This is the fourth article in a twelve-part series that discusses the twelve finalists and their calculator submissions for the OMGWTF Programming Contest. The entries are being presented in the order submitted, and the winner will be announced on June 18, 2007.


I learned an interesting thing when reviewing Entry #100103 (Welbog’s TerseCalc): a whole lot of computers today don’t have mathematical coprocessors! I was a bit skeptical at first, but then I remembered something: our 386 computers had a slot for the 387 chip, i.e. Intel’s mathematical coprocessor, and my computer today does not have a slot for me to add a mathematical coprocessor! Therefore, this fact must be true. It was also written in an authoritative-looking PDF, so double-therefore, it must be very true.

Fortunately, in order to spread the wonderful world of mathematics to the world, the fine folks at Welbog have created TerseCalc, the calculator for PCs without mathematical coprocessors. In addition, TerseCalc’s innovative n-tier architecture allows for the Math Tier to directly return values to the User Interface Tier without wasting all that time going through the Parsing Tier. This following diagram explains the magic perfectly:

To learn more, I had a quick chat with Welbog’s founder, CEO, and only employee, Dean.

So Dean, we all want to know: how does the magic behind TerseCalc work?
Our one-way communication protocol is a Welbog secret. What I can tell you is that it saves a lot of trips through a lot of layers. Oh, and no other company does what we do: TerseCalc is top-of-the-line and bleeding-edge technology.

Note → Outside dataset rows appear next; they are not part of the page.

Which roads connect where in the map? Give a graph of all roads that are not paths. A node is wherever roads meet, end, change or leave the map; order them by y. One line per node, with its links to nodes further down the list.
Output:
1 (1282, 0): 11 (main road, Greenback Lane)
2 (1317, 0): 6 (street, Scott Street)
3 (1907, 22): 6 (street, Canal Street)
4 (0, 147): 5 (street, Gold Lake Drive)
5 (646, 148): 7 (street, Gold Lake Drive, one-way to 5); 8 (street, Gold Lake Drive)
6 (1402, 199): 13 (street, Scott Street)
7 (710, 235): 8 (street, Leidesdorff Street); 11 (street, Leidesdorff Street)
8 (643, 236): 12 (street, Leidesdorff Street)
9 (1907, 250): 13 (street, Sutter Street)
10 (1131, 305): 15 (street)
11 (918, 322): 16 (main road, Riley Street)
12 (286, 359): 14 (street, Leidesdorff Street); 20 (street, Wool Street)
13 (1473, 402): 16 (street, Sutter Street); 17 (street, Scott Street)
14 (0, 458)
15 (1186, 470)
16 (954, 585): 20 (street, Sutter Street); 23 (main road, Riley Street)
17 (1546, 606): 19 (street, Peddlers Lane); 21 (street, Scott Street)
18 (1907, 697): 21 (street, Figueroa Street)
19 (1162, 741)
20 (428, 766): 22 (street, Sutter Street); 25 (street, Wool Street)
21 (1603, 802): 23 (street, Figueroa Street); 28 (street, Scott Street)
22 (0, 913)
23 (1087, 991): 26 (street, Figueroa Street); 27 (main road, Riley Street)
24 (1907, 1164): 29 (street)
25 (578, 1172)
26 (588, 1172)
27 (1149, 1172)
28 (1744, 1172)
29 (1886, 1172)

You are currently Welbog’s Chief Software Architect. Tell me, how did it all begin?
It all started back in middle school, where I had a “technology” class where we learned to make web pages. I liked HTML so much that I taught myself CSS and JavaScript, and just kept going through highschool and university.

Where did you attend university?
The University of Waterloo, which was a bit of hike from my hometown of Florenceville, New Brunswick, Canada. I was awarded a bachelor of mathematics in computer science.

I bet that helped with TerseCalc! What drew you to the OMGWTF contest?
I just love programming contests! I participated in a few programming contests in university, but failed them miserably.

 I was able to show off some of the magic behind TerseCalc. The rest of the code (and magic) is avaiable in the download link at the end of the article. Following is the Addition function, which demonstrates not only the enterprisiness of the solution (abstracting numbers and operations into classes), but how the one-way communication happens:

/*
 * Fast addition is implemented using a recursive bitwise
 * algorithm, similar to machine addition. This algorithm
 * is pre-optimized so as to not confuse the compiler.
 */
void Addition::operate(VECTOR args) {
	unsigned int addend, other, carry, sum;
	
	try { args[0]->getValue(); } catch (int result) { addend = result; }
	try { args[1]->getValue(); } catch (int result) { other = result; }
	carry = SHIFT(other & addend);
	sum = other ^ addend;
	if (carry == 0) {
		char buffer[13];
		sprintf(buffer,"%i",sum);
		throw new string(buffer);
	}
	VECTOR v;
	v.push_back(new Number(carry));
	v.push_back(new Number(sum));
	this->operate(v);
	throw new string(ERROR);
}

As you can see, the Addition function is void and does not return a value. It does, however, throw a value all the way back up to the UI tier. Now that’s efficiency!

And I almost forgot, I also asked Dean if he’d replace Window’s Calculator with TerseCalc.

Between you and me, there’s no way I’d use TerseCalc in place of the calculator IRC bot (KevBot) I currently use for all of my arithmetic needs.